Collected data

**********

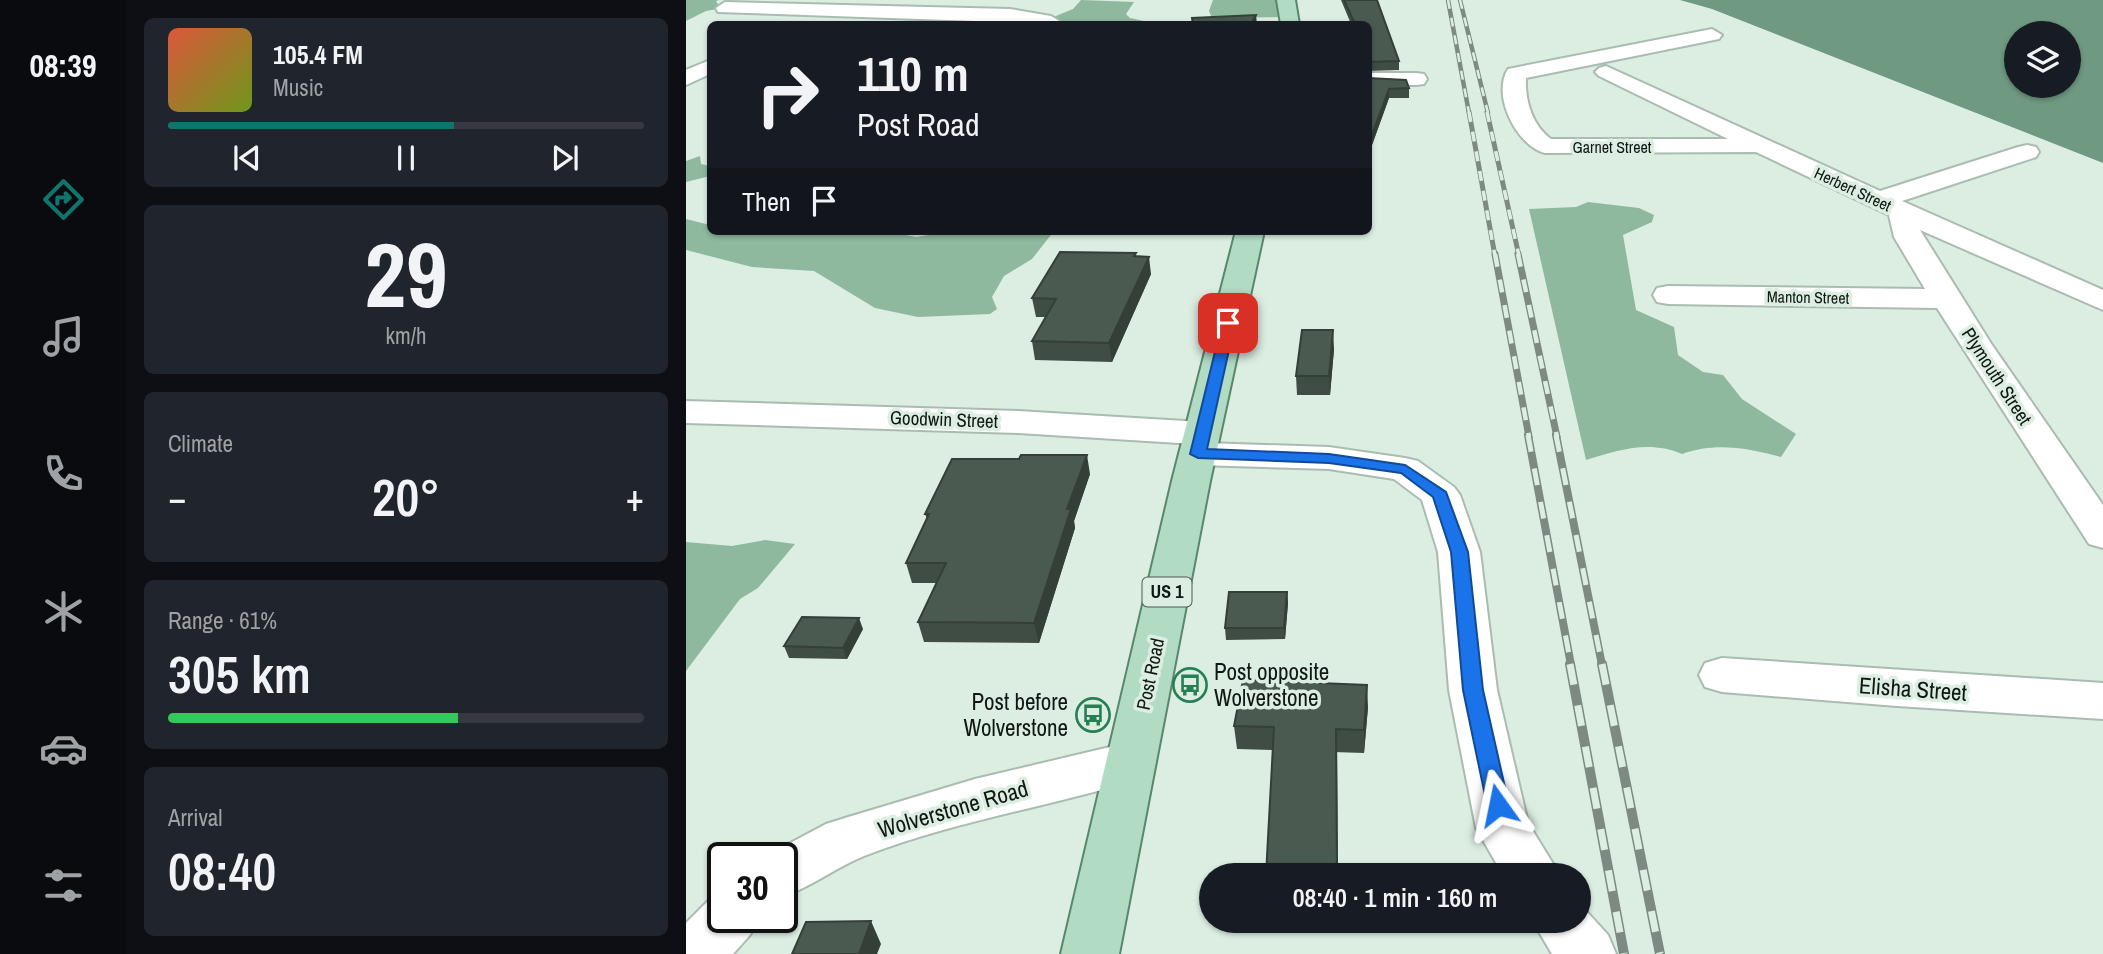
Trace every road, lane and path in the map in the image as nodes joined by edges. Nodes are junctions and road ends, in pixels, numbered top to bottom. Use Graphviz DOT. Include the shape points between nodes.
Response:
graph roads {
  1 [pos="1286,0"];
  2 [pos="725,8"];
  3 [pos="806,10"];
  4 [pos="787,21"];
  5 [pos="1046,21"];
  6 [pos="1290,21"];
  7 [pos="1712,35"];
  8 [pos="707,68"];
  9 [pos="1606,72"];
  10 [pos="686,79"];
  11 [pos="1372,79"];
  12 [pos="1416,79"];
  13 [pos="1761,146"];
  14 [pos="2027,152"];
  15 [pos="1890,205"];
  16 [pos="1250,235"];
  17 [pos="1668,295"];
  18 [pos="1947,299"];
  19 [pos="2103,301"];
  20 [pos="686,412"];
  21 [pos="1200,443"];
  22 [pos="2103,535"];
  23 [pos="1722,674"];
  24 [pos="2103,701"];
  25 [pos="1131,762"];
  26 [pos="1525,863"];
  27 [pos="798,865"];
  28 [pos="715,933"];
  29 [pos="1570,933"];
  30 [pos="695,954"];
  31 [pos="1090,954"];
  32 [pos="1587,954"];
  1 -- 6 [label="main road"];
  2 -- 3 [label="street"];
  3 -- 4 [label="street"];
  3 -- 5 [label="street" via="1010,15"];
  7 -- 13 [label="street, Garnet Street" via="1516,74 1514,88 1524,121 1533,139 1545,146"];
  8 -- 10 [label="street"];
  9 -- 13 [label="street, Herbert Street"];
  11 -- 12 [label="street"];
  13 -- 15 [label="street, Herbert Street"];
  14 -- 15 [label="street"];
  15 -- 18 [label="street, Plymouth Street"];
  15 -- 19 [label="street, Herbert Street"];
  16 -- 21 [label="main road, Post Road / US 1"];
  17 -- 18 [label="street, Manton Street"];
  18 -- 22 [label="street, Plymouth Street"];
  20 -- 21 [label="street, Goodwin Street" via="1018,422"];
  21 -- 25 [label="main road, Post Road / US 1"];
  21 -- 26 [label="street, Goodwin Street" via="1405,469 1440,495 1459,552 1473,690 1503,828"];
  23 -- 24 [label="street, Elisha Street"];
  25 -- 27 [label="street, Wolverstone Road" via="975,800 845,840"];
  25 -- 31 [label="main road, Post Road / US 1"];
  28 -- 30 [label="street"];
  29 -- 32 [label="street"];
}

**********

_Instructions for the task_: Working through the records, copy each line in which the word "Herbert" appears.

_Answer space_:
  9 -- 13 [label="street, Herbert Street"];
  13 -- 15 [label="street, Herbert Street"];
  15 -- 19 [label="street, Herbert Street"];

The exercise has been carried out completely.